Say how many lines of the entries below include "topology", giving nothing but that number.

....

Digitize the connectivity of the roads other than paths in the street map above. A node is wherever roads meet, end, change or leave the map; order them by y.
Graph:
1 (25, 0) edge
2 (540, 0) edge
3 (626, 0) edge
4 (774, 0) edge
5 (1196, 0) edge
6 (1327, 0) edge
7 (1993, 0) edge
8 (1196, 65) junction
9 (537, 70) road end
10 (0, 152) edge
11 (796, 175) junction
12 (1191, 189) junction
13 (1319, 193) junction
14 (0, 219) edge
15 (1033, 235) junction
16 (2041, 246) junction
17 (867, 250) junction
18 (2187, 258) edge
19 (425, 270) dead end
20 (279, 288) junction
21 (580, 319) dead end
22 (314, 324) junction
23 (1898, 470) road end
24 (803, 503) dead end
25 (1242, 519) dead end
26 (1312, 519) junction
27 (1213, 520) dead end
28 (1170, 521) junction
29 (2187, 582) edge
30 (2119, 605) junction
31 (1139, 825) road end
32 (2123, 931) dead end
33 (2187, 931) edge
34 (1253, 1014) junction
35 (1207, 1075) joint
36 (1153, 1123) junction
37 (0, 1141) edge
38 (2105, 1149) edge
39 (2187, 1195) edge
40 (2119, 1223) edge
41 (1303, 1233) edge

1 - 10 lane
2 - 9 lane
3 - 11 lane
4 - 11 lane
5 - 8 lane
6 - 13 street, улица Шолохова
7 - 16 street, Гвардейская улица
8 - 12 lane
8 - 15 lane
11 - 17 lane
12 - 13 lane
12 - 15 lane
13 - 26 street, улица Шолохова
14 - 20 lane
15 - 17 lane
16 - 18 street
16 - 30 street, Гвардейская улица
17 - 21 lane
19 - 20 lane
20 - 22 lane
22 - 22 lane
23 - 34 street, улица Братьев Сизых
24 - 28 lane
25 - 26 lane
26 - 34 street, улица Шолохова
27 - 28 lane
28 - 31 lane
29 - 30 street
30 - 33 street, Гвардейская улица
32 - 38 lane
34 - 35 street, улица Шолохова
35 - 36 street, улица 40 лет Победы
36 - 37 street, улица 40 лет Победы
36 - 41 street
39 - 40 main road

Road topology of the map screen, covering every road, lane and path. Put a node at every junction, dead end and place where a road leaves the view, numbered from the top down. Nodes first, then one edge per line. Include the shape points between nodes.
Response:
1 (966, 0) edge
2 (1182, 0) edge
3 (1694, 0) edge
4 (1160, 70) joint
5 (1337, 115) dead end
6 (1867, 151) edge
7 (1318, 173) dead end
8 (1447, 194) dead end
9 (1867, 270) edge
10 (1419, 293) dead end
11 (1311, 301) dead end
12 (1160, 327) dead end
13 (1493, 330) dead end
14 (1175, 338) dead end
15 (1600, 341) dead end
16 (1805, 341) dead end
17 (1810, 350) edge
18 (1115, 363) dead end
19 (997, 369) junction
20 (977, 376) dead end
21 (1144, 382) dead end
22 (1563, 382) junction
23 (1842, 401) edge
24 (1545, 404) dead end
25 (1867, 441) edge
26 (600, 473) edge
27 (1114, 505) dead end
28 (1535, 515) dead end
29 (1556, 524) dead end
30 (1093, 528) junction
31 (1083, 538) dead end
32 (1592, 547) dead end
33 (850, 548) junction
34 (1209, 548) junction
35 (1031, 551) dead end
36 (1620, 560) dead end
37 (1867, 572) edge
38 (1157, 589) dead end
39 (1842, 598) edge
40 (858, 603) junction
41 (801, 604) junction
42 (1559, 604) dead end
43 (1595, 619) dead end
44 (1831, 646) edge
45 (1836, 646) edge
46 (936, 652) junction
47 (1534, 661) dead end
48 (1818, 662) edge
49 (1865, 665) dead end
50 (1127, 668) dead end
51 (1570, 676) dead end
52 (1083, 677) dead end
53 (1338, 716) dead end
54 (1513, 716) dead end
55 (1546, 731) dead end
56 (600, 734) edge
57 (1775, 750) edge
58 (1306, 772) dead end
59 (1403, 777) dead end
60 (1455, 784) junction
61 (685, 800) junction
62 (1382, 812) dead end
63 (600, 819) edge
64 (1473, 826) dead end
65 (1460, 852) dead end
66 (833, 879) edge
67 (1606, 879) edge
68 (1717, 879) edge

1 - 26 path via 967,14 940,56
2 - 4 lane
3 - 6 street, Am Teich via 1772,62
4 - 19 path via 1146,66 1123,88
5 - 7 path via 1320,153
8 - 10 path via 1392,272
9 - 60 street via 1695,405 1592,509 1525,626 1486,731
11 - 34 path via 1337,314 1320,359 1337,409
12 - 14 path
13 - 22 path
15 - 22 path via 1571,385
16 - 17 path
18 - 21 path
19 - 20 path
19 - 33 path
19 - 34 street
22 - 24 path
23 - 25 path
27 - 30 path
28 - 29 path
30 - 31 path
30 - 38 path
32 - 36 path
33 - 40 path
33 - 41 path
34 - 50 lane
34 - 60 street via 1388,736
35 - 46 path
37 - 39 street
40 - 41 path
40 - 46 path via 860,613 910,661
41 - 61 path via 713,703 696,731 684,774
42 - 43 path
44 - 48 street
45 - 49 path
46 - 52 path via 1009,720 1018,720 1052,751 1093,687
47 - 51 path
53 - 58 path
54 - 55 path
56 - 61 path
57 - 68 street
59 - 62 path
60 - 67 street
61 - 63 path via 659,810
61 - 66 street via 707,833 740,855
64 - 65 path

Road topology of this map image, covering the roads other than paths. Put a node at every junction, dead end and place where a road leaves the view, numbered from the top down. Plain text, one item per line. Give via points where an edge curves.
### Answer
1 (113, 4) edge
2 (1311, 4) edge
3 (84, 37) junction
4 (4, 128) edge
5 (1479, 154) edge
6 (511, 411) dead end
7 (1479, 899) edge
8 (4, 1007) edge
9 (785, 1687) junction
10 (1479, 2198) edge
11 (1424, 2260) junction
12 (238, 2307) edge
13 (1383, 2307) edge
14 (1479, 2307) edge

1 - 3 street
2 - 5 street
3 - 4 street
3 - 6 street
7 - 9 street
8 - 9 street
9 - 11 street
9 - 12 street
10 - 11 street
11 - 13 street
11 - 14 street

....

* Answer *
2